TASK PROMPT — Copy out every line of the data that has the word "hand" somewhere in it.

****

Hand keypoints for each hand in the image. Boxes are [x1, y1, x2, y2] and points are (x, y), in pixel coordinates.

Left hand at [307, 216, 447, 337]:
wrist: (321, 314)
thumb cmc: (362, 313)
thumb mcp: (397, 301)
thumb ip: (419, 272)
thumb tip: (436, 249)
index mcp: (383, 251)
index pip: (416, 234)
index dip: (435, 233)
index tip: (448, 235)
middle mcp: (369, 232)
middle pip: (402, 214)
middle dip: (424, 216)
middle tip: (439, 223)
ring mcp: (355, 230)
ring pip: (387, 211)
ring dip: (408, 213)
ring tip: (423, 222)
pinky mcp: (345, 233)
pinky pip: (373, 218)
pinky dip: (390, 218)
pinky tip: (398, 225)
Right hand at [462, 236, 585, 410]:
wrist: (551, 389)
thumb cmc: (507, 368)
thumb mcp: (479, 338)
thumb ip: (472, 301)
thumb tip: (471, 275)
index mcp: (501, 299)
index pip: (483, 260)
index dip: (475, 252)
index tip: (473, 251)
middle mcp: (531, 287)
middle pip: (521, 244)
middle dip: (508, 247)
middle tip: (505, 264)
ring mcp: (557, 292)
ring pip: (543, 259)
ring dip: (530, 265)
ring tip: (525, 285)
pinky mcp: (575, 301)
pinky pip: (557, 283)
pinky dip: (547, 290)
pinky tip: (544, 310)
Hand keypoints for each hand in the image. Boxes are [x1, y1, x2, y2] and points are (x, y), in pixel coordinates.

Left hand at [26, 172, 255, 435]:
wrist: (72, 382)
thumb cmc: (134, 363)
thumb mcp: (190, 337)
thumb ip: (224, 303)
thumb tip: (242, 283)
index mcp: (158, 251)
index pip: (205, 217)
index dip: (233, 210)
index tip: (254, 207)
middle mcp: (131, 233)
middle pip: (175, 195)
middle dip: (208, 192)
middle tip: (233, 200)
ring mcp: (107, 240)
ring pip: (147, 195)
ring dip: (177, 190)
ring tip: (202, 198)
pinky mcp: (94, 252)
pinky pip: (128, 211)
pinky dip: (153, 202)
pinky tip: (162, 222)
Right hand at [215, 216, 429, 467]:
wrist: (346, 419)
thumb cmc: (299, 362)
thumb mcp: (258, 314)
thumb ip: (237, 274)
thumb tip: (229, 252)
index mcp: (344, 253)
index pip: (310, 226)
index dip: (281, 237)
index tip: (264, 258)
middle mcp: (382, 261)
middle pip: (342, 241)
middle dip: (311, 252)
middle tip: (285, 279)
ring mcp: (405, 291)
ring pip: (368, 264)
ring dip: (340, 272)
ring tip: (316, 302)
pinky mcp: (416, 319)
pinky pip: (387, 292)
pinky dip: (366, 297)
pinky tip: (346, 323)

****

SOLVED PROBLEM —
Hand keypoints for each hand in the image. Boxes are [x1, y1, x2, y2] and points are (x, y), in pixel coordinates.
Left hand at [307, 216, 447, 337]:
Right hand at [462, 236, 585, 410]:
Hand keypoints for each hand in the image. Boxes are [x1, y1, x2, y2] and points are (x, y), in pixel coordinates.
Left hand at [26, 172, 255, 435]:
Right hand at [215, 216, 429, 467]:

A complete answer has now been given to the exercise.